The Fed, however, kept its options open and nodded to ongoing financial market stress, tight credit and the deepening housing contraction, leaving some market participants guessing rates could still move lower.
Seventh cut
The central bank’s action takes the bellwether federal funds rate target, which banks charge each other for overnight loans, to 2 per cent — the lowest since December 2004.
It was the seventh cut in a campaign that has brought the key lending rate down by 3.25 percentage points since mid-September.
The Fed also on Wednesday cut the discount rate it charges on direct loans to banks by a matching quarter point. “The substantial easing of monetary policy to date, combined with ongoing measures to foster market liquidity, should help to promote moderate growth over time and to mitigate risks to economic activity,” the central bank said. Two officials — Dallas Federal Reserve Bank President Richard Fisher and Philadelphia Fed chief Charles Plosser — dissented from the decision, preferring to hold rates steady.

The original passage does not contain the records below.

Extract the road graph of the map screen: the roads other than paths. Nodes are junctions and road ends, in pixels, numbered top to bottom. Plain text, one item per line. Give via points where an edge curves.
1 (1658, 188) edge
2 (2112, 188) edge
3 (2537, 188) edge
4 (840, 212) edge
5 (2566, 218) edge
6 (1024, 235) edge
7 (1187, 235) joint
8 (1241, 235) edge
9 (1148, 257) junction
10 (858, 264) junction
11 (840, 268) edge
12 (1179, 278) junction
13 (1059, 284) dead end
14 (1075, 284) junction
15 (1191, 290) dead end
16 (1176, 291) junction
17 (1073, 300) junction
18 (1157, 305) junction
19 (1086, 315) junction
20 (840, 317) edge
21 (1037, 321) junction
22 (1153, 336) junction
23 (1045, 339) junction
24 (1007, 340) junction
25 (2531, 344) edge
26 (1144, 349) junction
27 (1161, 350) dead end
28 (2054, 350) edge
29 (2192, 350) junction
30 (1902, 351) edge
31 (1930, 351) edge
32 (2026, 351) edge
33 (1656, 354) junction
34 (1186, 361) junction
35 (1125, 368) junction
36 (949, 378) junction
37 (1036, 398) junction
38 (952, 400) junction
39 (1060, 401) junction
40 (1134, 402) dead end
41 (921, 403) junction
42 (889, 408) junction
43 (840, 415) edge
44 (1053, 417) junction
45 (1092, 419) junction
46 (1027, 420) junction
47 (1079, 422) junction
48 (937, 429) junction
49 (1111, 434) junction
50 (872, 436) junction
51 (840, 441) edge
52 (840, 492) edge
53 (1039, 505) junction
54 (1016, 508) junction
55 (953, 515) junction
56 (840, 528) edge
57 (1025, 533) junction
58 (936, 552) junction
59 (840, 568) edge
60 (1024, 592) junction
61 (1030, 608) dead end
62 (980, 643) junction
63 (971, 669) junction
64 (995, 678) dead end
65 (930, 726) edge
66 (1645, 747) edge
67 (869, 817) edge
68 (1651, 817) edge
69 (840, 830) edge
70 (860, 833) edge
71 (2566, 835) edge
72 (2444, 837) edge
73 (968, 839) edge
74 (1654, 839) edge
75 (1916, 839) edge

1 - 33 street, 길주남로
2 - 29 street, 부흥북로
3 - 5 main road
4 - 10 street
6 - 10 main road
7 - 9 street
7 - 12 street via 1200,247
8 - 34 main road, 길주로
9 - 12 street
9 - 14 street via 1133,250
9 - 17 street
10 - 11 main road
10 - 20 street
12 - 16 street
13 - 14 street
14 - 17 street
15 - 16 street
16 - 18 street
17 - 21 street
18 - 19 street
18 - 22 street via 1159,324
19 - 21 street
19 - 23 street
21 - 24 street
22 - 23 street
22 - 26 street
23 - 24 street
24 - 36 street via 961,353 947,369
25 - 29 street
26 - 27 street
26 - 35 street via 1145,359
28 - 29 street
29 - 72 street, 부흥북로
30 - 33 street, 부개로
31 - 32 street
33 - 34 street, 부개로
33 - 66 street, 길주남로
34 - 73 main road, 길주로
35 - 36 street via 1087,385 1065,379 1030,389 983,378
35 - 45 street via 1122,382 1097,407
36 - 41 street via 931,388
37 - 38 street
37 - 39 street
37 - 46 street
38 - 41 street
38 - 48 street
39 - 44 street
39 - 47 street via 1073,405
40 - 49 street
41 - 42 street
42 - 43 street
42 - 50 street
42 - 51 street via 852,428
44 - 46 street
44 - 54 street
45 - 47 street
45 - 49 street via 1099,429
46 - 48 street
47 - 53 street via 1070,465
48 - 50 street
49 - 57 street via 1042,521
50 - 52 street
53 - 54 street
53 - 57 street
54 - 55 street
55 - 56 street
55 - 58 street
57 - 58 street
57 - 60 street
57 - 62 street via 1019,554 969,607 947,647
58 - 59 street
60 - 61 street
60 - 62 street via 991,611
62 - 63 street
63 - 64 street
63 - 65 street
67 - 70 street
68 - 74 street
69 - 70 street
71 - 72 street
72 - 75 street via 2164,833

In addition to citing the “substantial” rate reductions now in place, the Fed took note of rising prices for energy and other commodities and dropped a phrase contained in its last announcement that “downside risks to growth remain.”
Media forecast
It also shifted away from a promise to “act in a timely manner” to a softer commitment to “act as needed.” A poll of 19 top bond firms that deal directly with the Fed in the markets found them split on the question of whether the Fed had now done enough to support the economy.
Ten of the primary dealers said the Fed was not done yet, with eight saying it was. One of the dealers surveyed did not offer an opinion.
The media forecast, however, pointed to a quarter-point cut in the fed funds rate by year-end.